April showers bring May flowers! The science news for the week includes a new cancer therapy and a study on growing heart organoids.
An improved therapy for solid cancer tumors
Researchers from the Peter MacCallum Cancer Centre in Australia have developed an improved chimeric antigen receptor (CAR) T-cell therapy.
The idea behind CAR T-cell therapy is simple: naturally occurring T cells, which act during an immune response, are engineered with the CAR receptor and re-infused into the host to enable them to fight off cancer more effectively. The CAR receptor adapts T cells to specifically bind against cancer cell antigens.
This new study improves the efficacy of treatment by using younger T cells that appear less differentiated from stem cells. Once engineered with the CAR receptor, these stem-like CAR T-cells can more readily reproduce into more CAR receptor-harboring cells.
Normal CAR T-cell therapy faces problems with efficacy over a sustained period due to poor CAR T-cell persistence and high exhaustion rates when fighting cancers. However, in preclinical models, the new T stem-like CAR T-cells have proven to be more robust over a long period and can be used with existing drug therapies to completely eradicate certain solid tumors.
The promising results indicate that this therapy may be used for treatment-resistant cancer types. The authors plan on studying this therapy’s efficacy for treating pediatric leukemia and solid organ cancers.
AI beats expert sonographers in assessing cardiac function
A study recently published in Nature found that AI could read echocardiogram and assess cardiac function better than trained sonographers.
As the name suggests, an echocardiogram is a tool that pulses sound waves to create a dynamic picture of the heart. It is commonly used to assess blood flow and the heart’s condition.
In a randomized clinical trial, the researchers observed that AI can improve the quality of echocardiogram imaging and diagnosis for patients. The cardiologists could not determine whether the echocardiogram assessment was made by the AI model or a sonographer.

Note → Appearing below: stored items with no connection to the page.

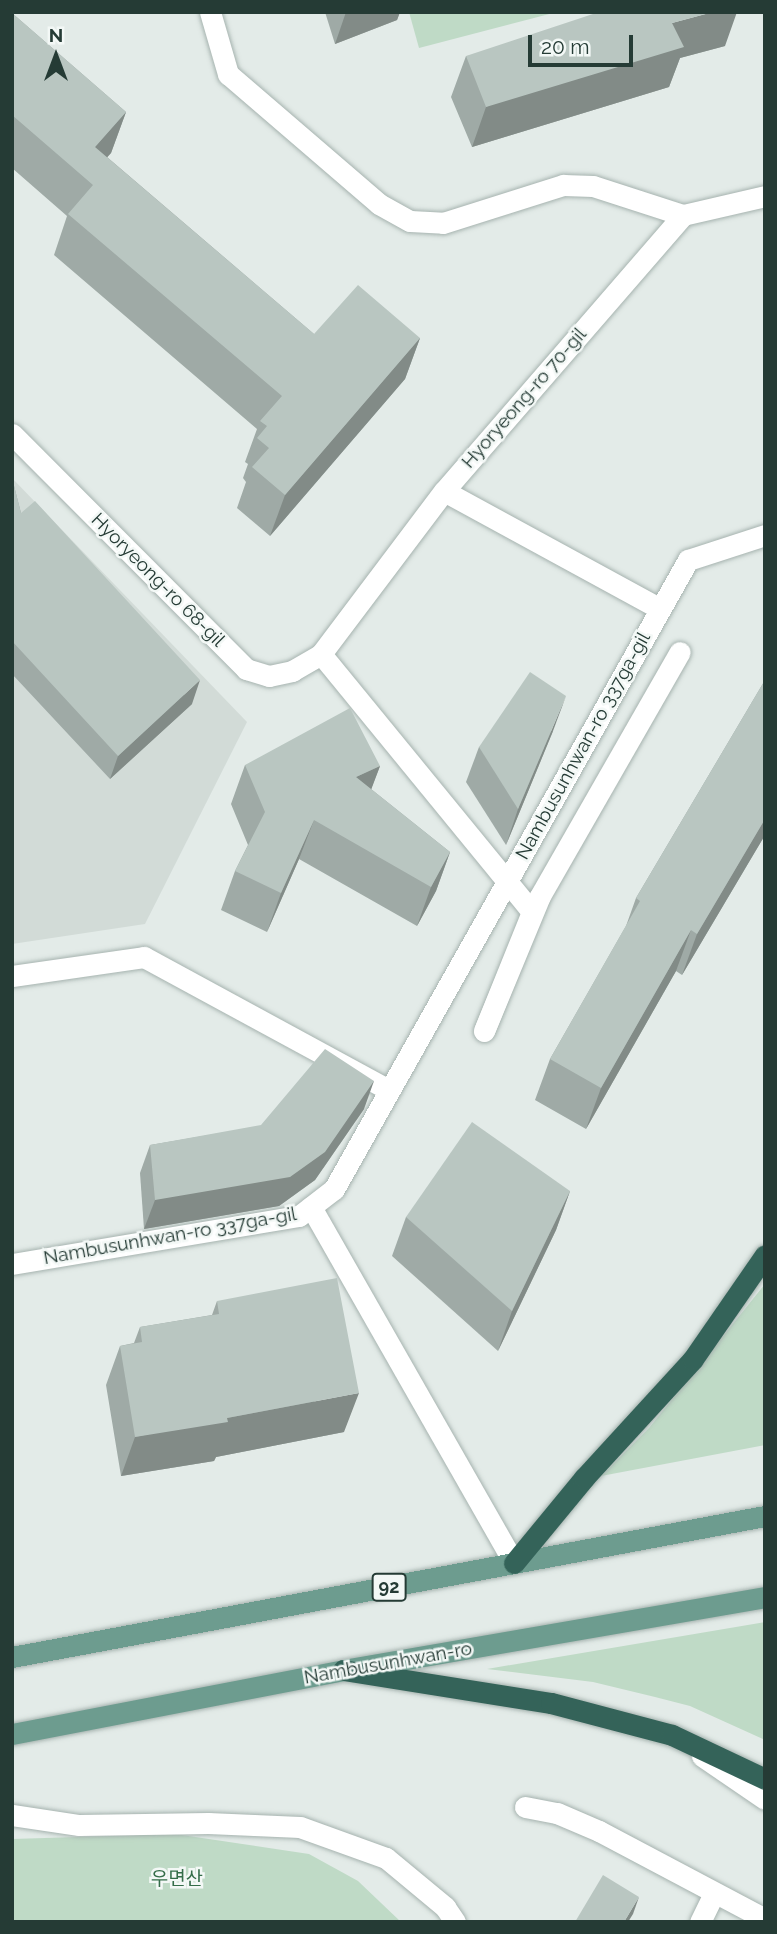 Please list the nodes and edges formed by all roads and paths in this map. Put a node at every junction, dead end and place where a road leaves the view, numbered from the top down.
1 (210, 12) edge
2 (765, 196) edge
3 (682, 215) junction
4 (12, 434) edge
5 (444, 491) junction
6 (765, 535) edge
7 (660, 609) junction
8 (680, 652) dead end
9 (321, 654) junction
10 (506, 883) junction
11 (12, 976) edge
12 (389, 1090) junction
13 (311, 1207) junction
14 (765, 1255) edge
15 (12, 1264) edge
16 (765, 1516) edge
17 (514, 1563) junction
18 (765, 1597) edge
19 (12, 1657) edge
20 (343, 1670) junction
21 (12, 1734) edge
22 (672, 1735) junction
23 (765, 1779) edge
24 (765, 1799) edge
25 (525, 1807) dead end
26 (12, 1815) edge
27 (714, 1893) junction
28 (765, 1919) edge
29 (455, 1922) edge
30 (701, 1922) edge

1 - 3 street
2 - 3 street
3 - 5 street, Hyoryeong-ro 70-gil
4 - 9 street, Hyoryeong-ro 68-gil
5 - 7 street, Nambusunhwan-ro 337ga-gil
5 - 9 street, Hyoryeong-ro 70-gil
6 - 7 street, Nambusunhwan-ro 337ga-gil
7 - 10 street, Nambusunhwan-ro 337ga-gil
8 - 10 street
9 - 10 street, Nambusunhwan-ro 337ga-gil
10 - 12 street, Nambusunhwan-ro 337ga-gil
11 - 12 street
12 - 13 street, Nambusunhwan-ro 337ga-gil
13 - 15 street, Nambusunhwan-ro 337ga-gil
13 - 17 street
14 - 17 highway
16 - 17 main road, 92
17 - 19 main road, 92
18 - 20 main road, Nambusunhwan-ro
20 - 21 main road, Nambusunhwan-ro
20 - 22 highway
22 - 23 highway
22 - 24 street
25 - 27 street
26 - 29 street
27 - 28 street
27 - 30 street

Furthermore, trained cardiologists even agreed with AI assessments more frequently, correcting only 17% of its assessments while they corrected 27% of sonographers’ assessments.
According to the researchers, the data strengthens the argument that AI can be used to improve the health system’s quality.
Researchers grow heart organoid outside the human body
Researchers from the Technical University of Munich have recently generated a mini-human heart in the lab.
35,000 stem cells were spun into a spherical shape in a centrifuge and allowed to grow over a few weeks, periodically treated with different signaling molecules to mimic the development of the heart in an embryo. The organoid can contract from an electrical signal and contains heart muscle cells and other organizational features characteristic of a human heart, which is a major leap forward for the area of organoids.
In addition to observing the development of a normal human heart, these organoids can be used to model diseased hearts and assess different treatments without the need for labor-intensive animal experiments. In fact, by observing the lab-grown heart, researchers also discovered a new type of precursor heart cell that can repair fetal hearts.
This is only the first step: future studies still need to assess other organoids of different body parts to study disease progression and treatment options.
Drug companies condemn mifepristone ban
Last Friday, a federal judge in Texas ruled to revoke the Food and Drug Administration (FDA)‘s approval of mifepristone, a pill used to manage miscarriages and to induce abortions during early pregnancy.
Since this ruling, four hundred leaders of drug companies, including Pfizer, have signed a statement condemning the decision. This ruling marks the first instance of a court calling for the withdrawal of FDA approval and removing a drug from the market. If allowed to stand, the ruling could set a precedent that may change the process of drug approval in the United States.
While the ruling is set to go into effect seven days after its injunction (this Friday), the Justice Department has filed a motion to delay the ruling until appeals could be heard.